'My 13-year-old does not have a smartphone. Parents can say no'
Jennifer O’Connell: I haven’t banned the internet. I just don’t want it in my kids' pockets
‘Children with unsupervised internet access is a norm in urgent need of a national discussion.’ Photograph: iStock
A teacher I know recently asked her first year students to collaborate on a list of their needs and wants. The “needs” list featured just five items: food, water, clothes, shelter and a smartphone.
That won’t come as a surprise to anyone with even the most fleeting acquaintance with a teenager. Unfettered internet access has become a fundamental human right for the average Irish 13-year-old, a need as urgent and basic as food, shelter, a full fridge and the music of Lizzo. I’m not sure when this happened or who was consulted before smartphones were adopted as part of the universal declaration of the rights of the child. I wasn’t.
There has been a lot of discussion lately about what parents should be doing to keep their children safe online. Well-meaning experts and informed parents have explained that you should take their phone off them at night, introduce time limits on usage, make sure you have their passcodes, and talk openly to them about the kind of things they might encounter online, those dark impulses of humanity: bullying, abuse, gore, porn, predators, fake news, face-tuning, unrealistic body standards, sexting, scams, trolling, misogyny, racism, threats, drug peddlers, everyone else’s perfect life, and the WhatsApp group that you’re the only one not invited to.
All the advice was excellent. But the one thing I didn’t hear anyone say was that perhaps having unsupervised access to all of that is not a good idea for someone society regards as too young to drive a moped or book their own flight. I didn’t hear anyone say that you, as a parent, can say no.
Children with unsupervised internet access is a norm in urgent need of a national discussion
Equally, I’ve never heard a single good reason why any 12-, 13- or 14-year-old needs a smartphone, other than “because everyone else has one”. But they don’t. My 13-year-old doesn’t have a smartphone. Neither does my almost 12-year-old. The 13-year-old does have a phone, her beloved Nokia Blockia, on which she can call, text or play Snake. At the last count, seven other children in first or second year at her school also have various versions of the old-fashioned, push button Nokia. That’s eight out of maybe 150 children, so they’re part of a small minority, but as far as I know, no one’s world has caved in as a result. They all have friends and social lives. They still talk to each other and to their parents. They may even talk to their parents more.
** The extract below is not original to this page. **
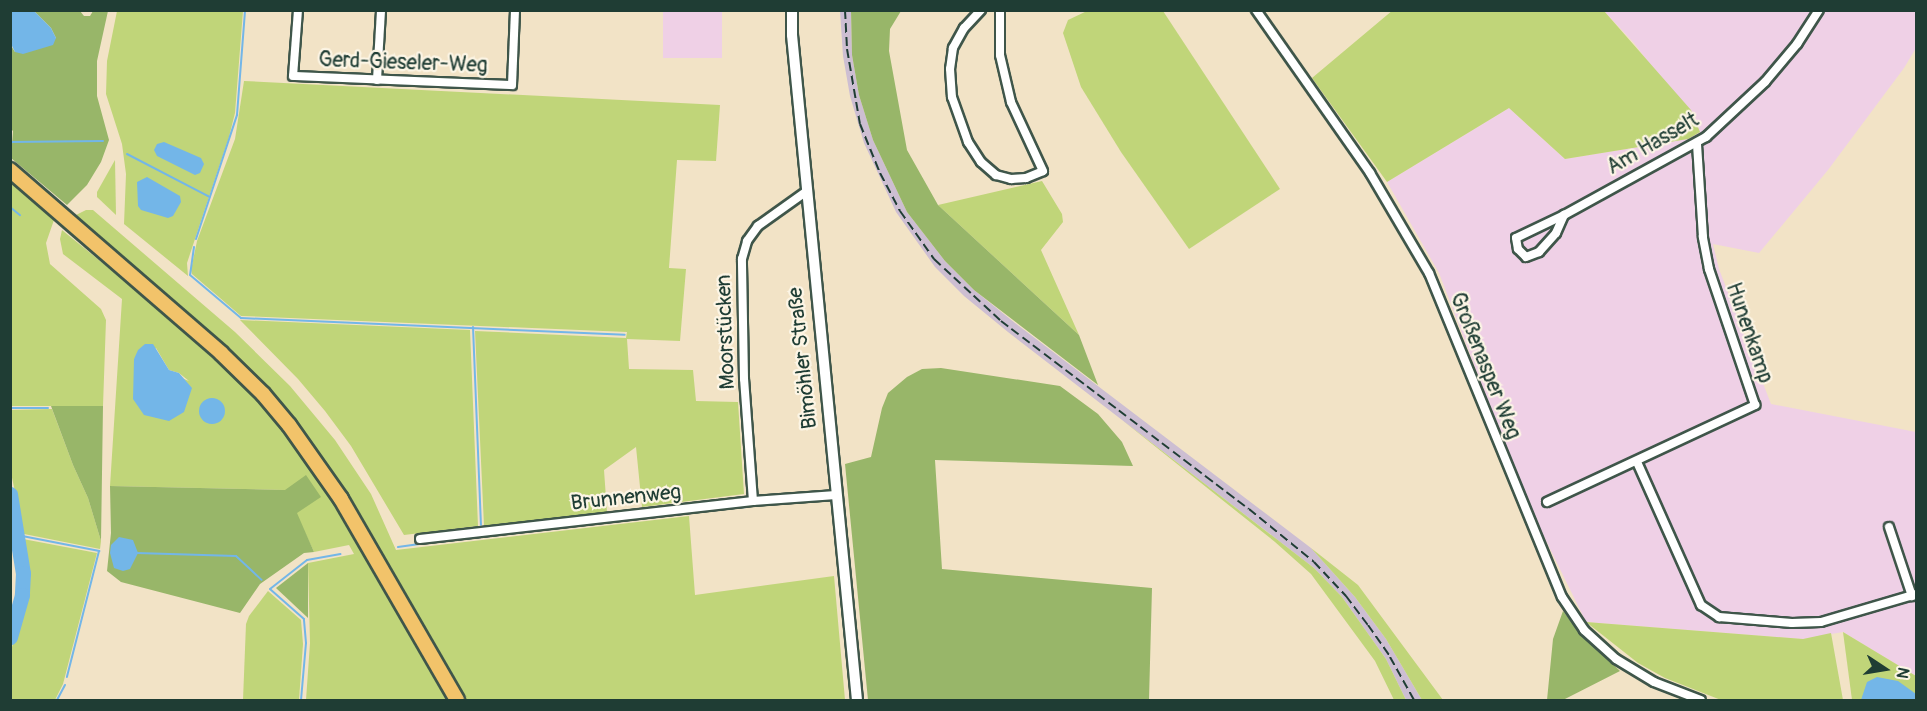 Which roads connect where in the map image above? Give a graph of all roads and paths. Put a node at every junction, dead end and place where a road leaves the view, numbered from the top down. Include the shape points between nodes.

I haven’t tried to ban the internet for my children. I just don’t want the internet in their pockets. If they want to look something up or watch something on YouTube, they can do it on a laptop or a tablet, in a place where they can be seen. Sorry kids, but privacy is something that comes by degrees.
Saying no to a smartphone might have been more difficult if I had a better relationship with my own phone. It might have been harder if I wasn’t a woman who is also a journalist – which means that I’ve been on the receiving end of some of those darkest impulses of humanity for myself. When I get off my phone, I rarely feel better about the world. On a bad day, when there’s more than the usual volume of trolling, I feel hunted and depressed. I’ve seen what people are capable of when they’re looking at you through the disinhibiting, dehumanising filter of a screen, and I don’t want that for my children.
Smartphones have become a norm for anyone over 12, but over the centuries, there have been lots of unquestioned childhood norms that society eventually abandoned. Children used to be sent up chimneys, down mines, locked in industrial schools. They were ostracised if their families diverged from the holy Catholic norm of two married parents. When I started primary school, it was still legal and socially acceptable for teachers to hit us, and they frequently did. In the 1980s, we piled into the back of cars without seatbelts, got sunburnt on the beach and mainlined E-numbers. Norms change.
Children with unsupervised internet access is a norm in urgent need of a national discussion, particularly as more schools grapple to devise smartphone policies that won’t enrage parents, at the same time as they bring iPads into the classroom. Parents, legislators, experts and educators need to be involved. There’s one question that needs to be urgently addressed. Whose interest is served when a 13-year-old has unsupervised access to all of the information in the world and all of those dark impulses? Because it’s not the 13-year-old’s. It’s not their parents.
When we lived and worked in Silicon Valley, among some of the most senior employees of the world’s most powerful tech firms, it was striking how many of them didn’t allow their children to own their own smartphones and permitted them only very controlled access to screens. And then we came back to Ireland, and there were children with smartphones everywhere.
Bill Gates wouldn’t let his children have any kind of cellphone until they turned 14. Steve Jobs’s kids were not allowed to use the iPad. Those were major red flags, only we were too distracted to see them.